Here’s another article from the archive—this time from Today, February 2, 1963. Today was The New John Bull which came out every Tuesday. And “bull” is the word, for Harrison Marks and Pam were never married. It just goes to show fake news isn’t a new phenomenon.
The story about the sheikh sounds made up as well, but I like to think it’s true — so if you are the sheikh and reading this, feel free to get in touch and confirm. I’ve transcribed the whole article below to make it easier to read.
I Gave My Wife to the World
She has one of the most beautiful bodies I have ever seen. And, as the photographic equivalent of a painter of the nude, I have seen hundreds.
She is the most photographed model in the world. She is Pamela Green, who was once my wife, and I am photographing her, nude, for the 10,001st time.
I photographed her before we married, during our marriage and I still take pictures of her today. It is evidence of the special relationship which exists between photographer and model.
I respond pretty fiercely now to the sniggers, the winks, the digs in the ribs. It’s the inevitable harvest that you reap when you specialize in nude photography.

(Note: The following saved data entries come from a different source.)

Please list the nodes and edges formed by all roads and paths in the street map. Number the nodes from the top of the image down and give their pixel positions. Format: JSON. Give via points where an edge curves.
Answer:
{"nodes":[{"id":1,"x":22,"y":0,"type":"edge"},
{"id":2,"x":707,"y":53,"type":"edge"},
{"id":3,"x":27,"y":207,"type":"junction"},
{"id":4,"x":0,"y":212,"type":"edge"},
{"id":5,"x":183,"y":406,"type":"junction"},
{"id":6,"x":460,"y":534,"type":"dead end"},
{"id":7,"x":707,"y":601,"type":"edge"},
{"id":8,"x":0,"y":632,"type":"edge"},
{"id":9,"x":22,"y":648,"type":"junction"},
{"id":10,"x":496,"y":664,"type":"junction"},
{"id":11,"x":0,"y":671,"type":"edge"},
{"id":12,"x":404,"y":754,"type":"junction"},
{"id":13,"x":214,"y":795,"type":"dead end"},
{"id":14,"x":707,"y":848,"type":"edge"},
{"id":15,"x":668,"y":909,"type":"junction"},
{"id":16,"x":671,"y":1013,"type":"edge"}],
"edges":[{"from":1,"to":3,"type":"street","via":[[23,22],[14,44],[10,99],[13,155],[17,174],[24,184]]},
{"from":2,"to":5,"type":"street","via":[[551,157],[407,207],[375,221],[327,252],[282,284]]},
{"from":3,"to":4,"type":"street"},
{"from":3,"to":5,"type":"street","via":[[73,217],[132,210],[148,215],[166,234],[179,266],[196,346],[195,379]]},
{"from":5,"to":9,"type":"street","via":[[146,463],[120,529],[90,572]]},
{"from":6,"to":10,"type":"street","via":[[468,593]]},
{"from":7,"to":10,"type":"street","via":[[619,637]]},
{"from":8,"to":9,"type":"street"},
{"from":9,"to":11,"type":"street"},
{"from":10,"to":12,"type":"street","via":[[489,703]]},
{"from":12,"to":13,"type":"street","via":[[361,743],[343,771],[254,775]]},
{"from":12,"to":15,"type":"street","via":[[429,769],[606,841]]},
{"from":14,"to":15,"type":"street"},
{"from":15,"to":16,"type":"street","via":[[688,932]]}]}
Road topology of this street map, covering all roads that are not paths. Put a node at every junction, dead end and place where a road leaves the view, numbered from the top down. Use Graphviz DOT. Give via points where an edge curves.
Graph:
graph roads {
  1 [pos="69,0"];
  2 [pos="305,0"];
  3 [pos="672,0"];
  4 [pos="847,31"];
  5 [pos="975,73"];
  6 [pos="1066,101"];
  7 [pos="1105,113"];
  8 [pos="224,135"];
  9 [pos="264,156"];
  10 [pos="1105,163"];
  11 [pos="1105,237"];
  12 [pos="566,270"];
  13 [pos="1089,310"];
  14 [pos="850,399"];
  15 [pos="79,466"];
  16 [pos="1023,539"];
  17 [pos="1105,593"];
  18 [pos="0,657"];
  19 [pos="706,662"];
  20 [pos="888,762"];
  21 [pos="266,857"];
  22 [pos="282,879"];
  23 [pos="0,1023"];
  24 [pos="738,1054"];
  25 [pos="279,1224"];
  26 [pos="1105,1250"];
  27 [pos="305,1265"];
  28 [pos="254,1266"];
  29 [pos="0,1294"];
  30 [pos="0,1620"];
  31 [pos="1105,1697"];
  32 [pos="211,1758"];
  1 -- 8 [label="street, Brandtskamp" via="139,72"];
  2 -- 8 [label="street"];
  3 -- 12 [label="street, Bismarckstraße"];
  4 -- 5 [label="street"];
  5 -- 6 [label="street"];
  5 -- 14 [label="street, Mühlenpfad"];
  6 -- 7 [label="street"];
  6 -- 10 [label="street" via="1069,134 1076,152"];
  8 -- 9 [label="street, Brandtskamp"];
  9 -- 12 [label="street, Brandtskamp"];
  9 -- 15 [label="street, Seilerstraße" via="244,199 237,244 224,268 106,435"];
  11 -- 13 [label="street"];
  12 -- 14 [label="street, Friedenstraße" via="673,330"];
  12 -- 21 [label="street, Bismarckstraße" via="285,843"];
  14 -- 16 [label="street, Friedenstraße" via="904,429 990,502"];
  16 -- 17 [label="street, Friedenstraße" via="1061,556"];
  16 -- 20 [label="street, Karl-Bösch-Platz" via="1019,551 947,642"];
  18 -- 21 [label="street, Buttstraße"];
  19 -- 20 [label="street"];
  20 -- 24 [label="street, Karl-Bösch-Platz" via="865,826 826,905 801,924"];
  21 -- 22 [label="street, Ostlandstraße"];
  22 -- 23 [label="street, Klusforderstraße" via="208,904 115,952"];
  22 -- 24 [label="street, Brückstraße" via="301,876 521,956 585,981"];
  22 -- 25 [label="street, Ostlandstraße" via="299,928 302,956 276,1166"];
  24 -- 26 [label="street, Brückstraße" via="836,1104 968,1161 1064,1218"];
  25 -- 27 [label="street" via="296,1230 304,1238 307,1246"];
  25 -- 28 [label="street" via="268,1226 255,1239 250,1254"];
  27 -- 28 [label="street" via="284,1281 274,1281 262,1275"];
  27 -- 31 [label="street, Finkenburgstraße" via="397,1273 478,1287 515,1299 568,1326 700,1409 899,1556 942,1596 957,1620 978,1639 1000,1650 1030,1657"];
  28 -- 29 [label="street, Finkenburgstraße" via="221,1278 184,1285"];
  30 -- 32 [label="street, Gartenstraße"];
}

It’s difficult to explain the special kind of detachment which a serious photographer has to bring to his work. People habitually associate nudity with sex. Some people, I suppose, even find something suggestive in the Venus de Milo.
She was my inspiration before wemarried… she was my inspiration through our yas ofmarriage.And, though the courts have separatedus, she is still my inspiration.George Harrison Marks
But if I’d had the conventional “sexy picture” approach, my career as an original photographer would have lasted about three minutes.
Of course, I share with all normal men the natural response to a beautiful woman’s physical attraction. But when I’m at work in the studio, my interest is exclusively concentrated on photography.
With a good model—like Pamela —there is a special kind of communication, a mutual understanding strong enough to survive our broken marriage. A mood is created.
And at these times the resulting photographs have that something extra.
Before I met Pamela I was doing mostly theatrical and portrait work. After she had posed for me several times, two entirely separate relationships developed between us.
The first was that of photographer and model—it was clear from the start that we were operating on the same psychological wavelength.
Professionally, we brought out the best in each other.
I persuaded her to leave the Folies Bergere show in which she was appearing as a dancer, and to come to work full time for me. Inevitably we got to know each other as people outside the studio. We fell in love and got married.
But throughout the eleven years we have known each other, we have always kept those two relationships separate. It would have been fatal if we had not.
Since the day she first walked into my studio, Pamela has appeared in films, books, magazines and on millions of calendars. Pictures of her have been pinned up in offices, factories, messes and barrack rooms all over the world.
And everywhere she is regarded as being a symbol of beauty.
My camera has captured Pamela in ten thousand different poses, a thousand different costumes, a hundred different moods. Between us we have created other photographic personalities for her.
So perfectly did Pamela fit this last role that an Arabian sheikh travelled two thousand miles to demand her hand in marriage.
He studied her picture in my photographic exhibition room, then turned to me, his eyes flashing with determination, and said:
“I must marry her. I have seen her picture many times in magazines, and I have fallen in love with her.”
Gently I told the sheikh that the princess had gone to America for several months. The sheikh had to return home in two days, so he never did see the girl of his dreams.
For it is dreams I create, dreams for sheikhs and senior aircraftmen, dreams for students and stockbrokers. I give them an escape into a dream where all women are beautiful.
Hundreds of men have fallen in love with Pamela. And if I had been running a marriage bureau, I could have made a considerable fortune out of the marriage proposals.
But the statistics of my models mean nothing to me. For example, I was asked the other day what Pamela’s figures are. I had to confess that I didn’t know.
I don’t care about the statistics …always provided that they are suitably placed.
I look at models with the detachment of a painter studying a landscape.
Work and pleasure never mix, and every professional nude model knows this. Only the non-professionals think differently.
Things have progressed considerably since I first began nude photography. The ranks of my greatest group of enemies—the sniggerers—have happily diminished.
Yet, incredibly enough, there are still many people who cannot look at a picture of a nude woman without blushing, giggling or fulminating.
The greatest secret in nude photography is that the model should not look naked. Her nudity should be secondary to the overall beauty of the picture. Anyone can take a photograph of a naked girl, but it takes a skilled, experienced photographer to make it a work of art.